## Exercise input:
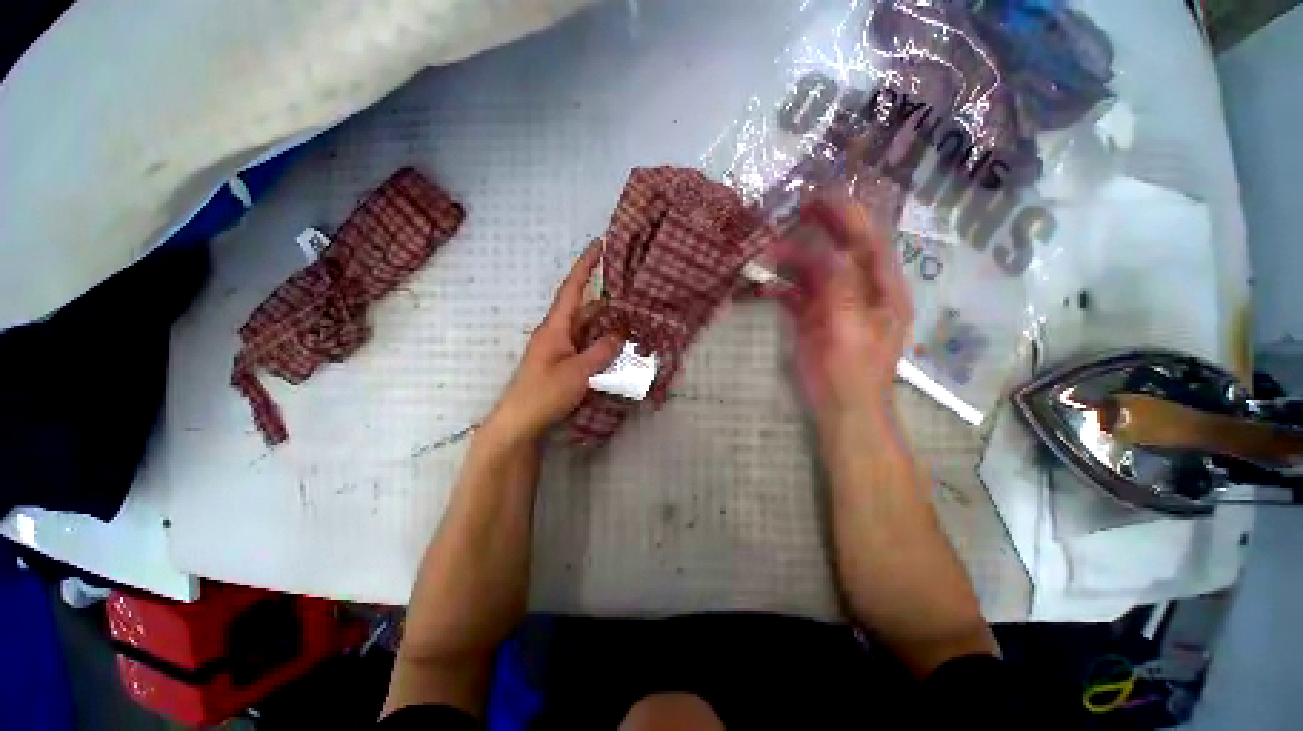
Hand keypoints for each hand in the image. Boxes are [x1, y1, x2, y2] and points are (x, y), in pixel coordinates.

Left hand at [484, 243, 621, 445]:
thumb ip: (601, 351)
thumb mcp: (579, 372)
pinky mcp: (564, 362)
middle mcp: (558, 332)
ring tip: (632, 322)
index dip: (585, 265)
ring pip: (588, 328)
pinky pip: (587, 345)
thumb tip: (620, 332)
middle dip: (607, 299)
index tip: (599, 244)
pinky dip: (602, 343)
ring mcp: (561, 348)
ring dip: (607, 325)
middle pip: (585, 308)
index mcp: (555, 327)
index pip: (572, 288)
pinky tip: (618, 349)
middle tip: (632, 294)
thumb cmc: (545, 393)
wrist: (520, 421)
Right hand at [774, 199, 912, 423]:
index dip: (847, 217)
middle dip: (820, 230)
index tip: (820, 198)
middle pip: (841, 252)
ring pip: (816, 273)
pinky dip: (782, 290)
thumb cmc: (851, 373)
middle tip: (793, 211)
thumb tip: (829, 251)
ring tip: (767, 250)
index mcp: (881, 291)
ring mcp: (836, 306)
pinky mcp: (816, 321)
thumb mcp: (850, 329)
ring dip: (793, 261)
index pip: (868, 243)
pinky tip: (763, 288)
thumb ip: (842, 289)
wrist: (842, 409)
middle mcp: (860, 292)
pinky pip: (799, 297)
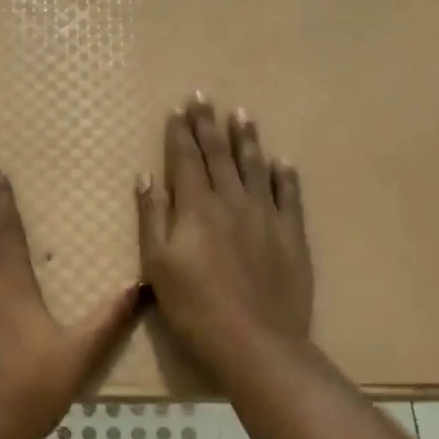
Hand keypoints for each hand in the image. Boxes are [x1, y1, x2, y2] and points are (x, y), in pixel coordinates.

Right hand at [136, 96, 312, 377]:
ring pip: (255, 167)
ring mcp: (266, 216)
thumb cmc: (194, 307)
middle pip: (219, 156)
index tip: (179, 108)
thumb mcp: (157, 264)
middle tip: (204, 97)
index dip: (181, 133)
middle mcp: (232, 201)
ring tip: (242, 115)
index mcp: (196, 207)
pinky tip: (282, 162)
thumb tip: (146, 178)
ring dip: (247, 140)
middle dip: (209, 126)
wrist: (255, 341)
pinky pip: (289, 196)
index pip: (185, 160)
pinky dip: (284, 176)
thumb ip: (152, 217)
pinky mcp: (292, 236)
...
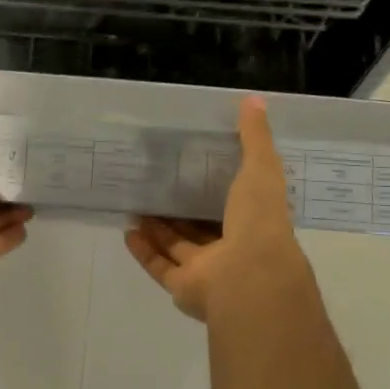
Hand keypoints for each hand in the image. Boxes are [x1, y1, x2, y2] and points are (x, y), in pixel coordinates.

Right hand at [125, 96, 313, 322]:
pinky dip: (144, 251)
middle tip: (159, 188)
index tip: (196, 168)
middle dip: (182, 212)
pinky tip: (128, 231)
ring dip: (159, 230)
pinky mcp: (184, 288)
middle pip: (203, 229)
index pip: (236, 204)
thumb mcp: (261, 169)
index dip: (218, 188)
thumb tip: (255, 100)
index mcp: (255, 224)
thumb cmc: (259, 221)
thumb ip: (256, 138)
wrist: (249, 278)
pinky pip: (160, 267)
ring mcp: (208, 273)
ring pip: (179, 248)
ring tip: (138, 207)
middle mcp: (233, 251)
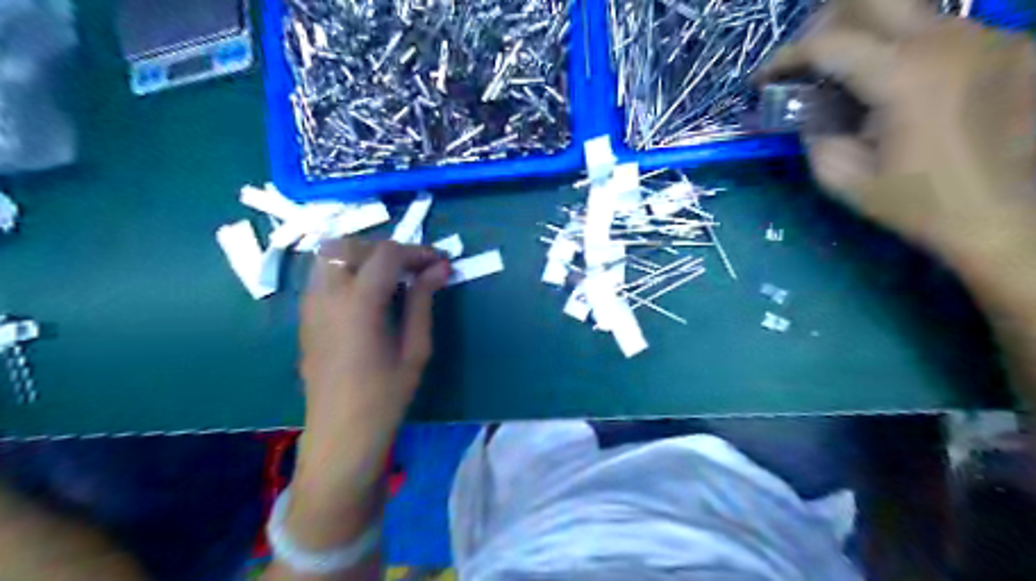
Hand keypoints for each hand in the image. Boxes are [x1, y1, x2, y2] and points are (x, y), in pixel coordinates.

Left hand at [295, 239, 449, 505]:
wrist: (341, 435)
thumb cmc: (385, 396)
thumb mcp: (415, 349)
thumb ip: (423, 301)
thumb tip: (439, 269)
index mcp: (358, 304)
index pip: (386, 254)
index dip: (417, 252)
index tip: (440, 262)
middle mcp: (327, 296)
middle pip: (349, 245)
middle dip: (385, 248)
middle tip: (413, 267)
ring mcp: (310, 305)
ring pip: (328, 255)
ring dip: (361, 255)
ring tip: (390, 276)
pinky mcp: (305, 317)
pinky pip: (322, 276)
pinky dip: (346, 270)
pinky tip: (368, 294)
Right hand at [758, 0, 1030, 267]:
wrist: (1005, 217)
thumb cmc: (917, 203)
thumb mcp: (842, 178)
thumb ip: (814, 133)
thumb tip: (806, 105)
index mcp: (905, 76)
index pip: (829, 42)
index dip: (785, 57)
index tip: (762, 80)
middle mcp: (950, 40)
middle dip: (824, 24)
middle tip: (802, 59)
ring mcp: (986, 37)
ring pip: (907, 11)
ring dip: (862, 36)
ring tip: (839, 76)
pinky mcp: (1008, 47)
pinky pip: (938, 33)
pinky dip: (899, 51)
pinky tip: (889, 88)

## Work to complete:
I would like the exact lines from the data above, starting with the one that holds "ring pip: (179, 248)" and going on through the one that holds "ring mcp: (310, 305)", without the pictures.

## Problem solution:
ring pip: (179, 248)
ring tip: (138, 207)
middle mcp: (233, 251)
Hand keypoints for each hand in the image. Boxes are [x1, y1, x2, y2] and points are (x, y), in pixel coordinates.

Left hand at [295, 239, 449, 505]:
wrist: (341, 435)
thumb cmc: (385, 396)
thumb mcp: (415, 349)
thumb ip: (423, 301)
thumb tip: (439, 269)
index mcp: (358, 304)
index pip: (386, 254)
index dip: (417, 252)
index tip: (440, 262)
middle mcp: (327, 296)
middle pip: (349, 245)
middle dip: (385, 248)
middle tip: (413, 267)
ring mcp: (310, 305)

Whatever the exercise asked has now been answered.